# Getting into the swing of things as a first time cat mom



## isabeldreamsicle (Nov 20, 2021)

Hi guys!

I'm Isabel and my cat's name is Raja. He's about a year old and I got him last month at the humane society. I've never had a cat before but as a single soon to be graduate student living in a downtown apartment a cat seemed like a good option as far as pets go.

Raja is a very outgoing guy and he's almost always on me, next to me, or at least nearby! He's an attention seeker for sure haha. A pretty vocal guy too.
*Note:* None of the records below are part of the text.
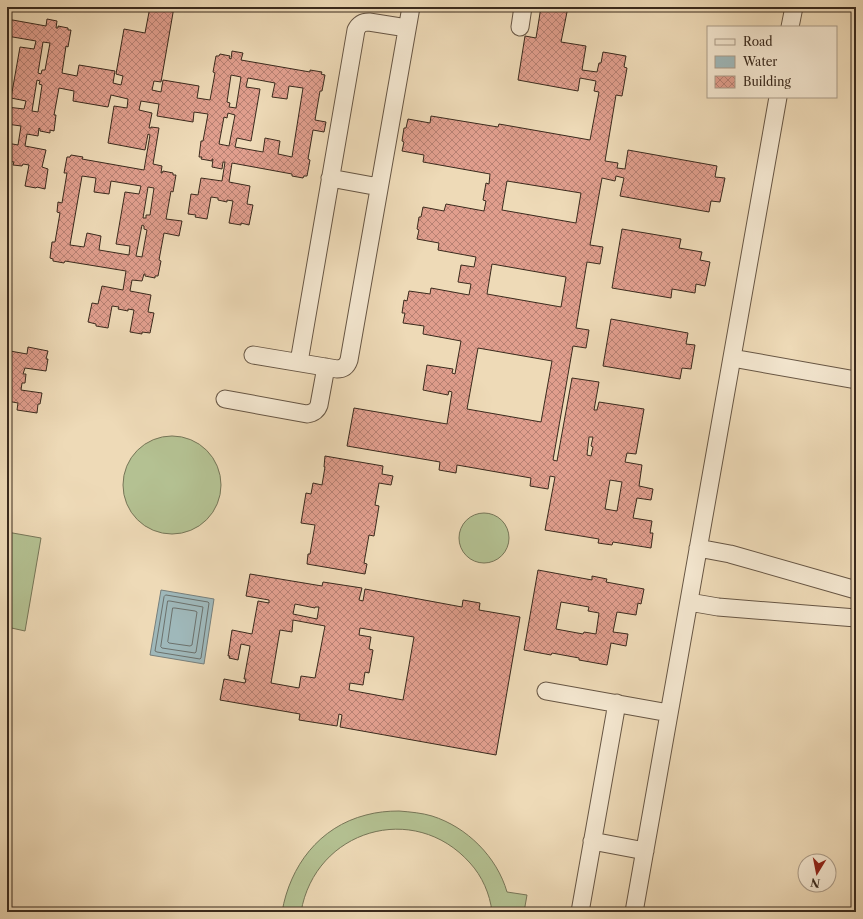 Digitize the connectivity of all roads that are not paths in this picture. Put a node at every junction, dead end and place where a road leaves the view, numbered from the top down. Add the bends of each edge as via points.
1 (410, 7) edge
2 (523, 7) edge
3 (794, 7) edge
4 (790, 26) edge
5 (520, 27) dead end
6 (407, 28) junction
7 (778, 98) edge
8 (330, 178) junction
9 (379, 187) junction
10 (253, 354) dead end
11 (732, 358) junction
12 (298, 362) junction
13 (326, 367) junction
14 (856, 380) edge
15 (225, 399) dead end
16 (698, 548) junction
17 (856, 590) edge
18 (689, 602) junction
19 (856, 618) edge
20 (546, 691) dead end
21 (617, 703) junction
22 (669, 713) junction
23 (592, 842) junction
24 (645, 851) junction
25 (580, 912) edge
26 (634, 912) edge

1 - 6 lane
2 - 5 lane
3 - 4 lane
6 - 8 lane via 369,22 358,26
6 - 9 lane
7 - 11 lane
8 - 9 lane
8 - 12 lane
9 - 13 lane via 349,360 341,369
10 - 12 lane
11 - 14 lane
11 - 16 lane
12 - 13 lane
13 - 15 lane via 319,405 315,412 307,414
16 - 17 lane via 730,554
16 - 18 lane
18 - 19 lane via 718,607
18 - 22 lane
20 - 21 lane
21 - 22 lane
21 - 23 lane
22 - 24 lane
23 - 24 lane
23 - 25 lane
24 - 26 lane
I have a lot of posts to check out still but for now just hi! Oh and for any of you cat savants, any idea what breed (s) he might be? I imagine he's some sort of mutt but if there's breed specific info I'd be interested in learning.


----------



## Mosi (May 17, 2021)

That is what I would call a domestic semi-long hair. A bit like my cat, although a different color.
It is my favorite coat on a cat these days. Long enough to be very soft and fluffy but not so dense as to need human grooming.
And a_ very _handsome guy your new cat is, too!


----------



## isabeldreamsicle (Nov 20, 2021)

Thank you! I've gotta say I was surprised at how easy grooming is with him. I probably don't need to since his coat isn't very thick, but he likes when I use the poodle comb and slicker brush on him. I find longer haired cats so pretty and this is nice and super easy I love it


----------



## StevieWonderMuffin (Oct 4, 2021)

He is extremely handsome.


----------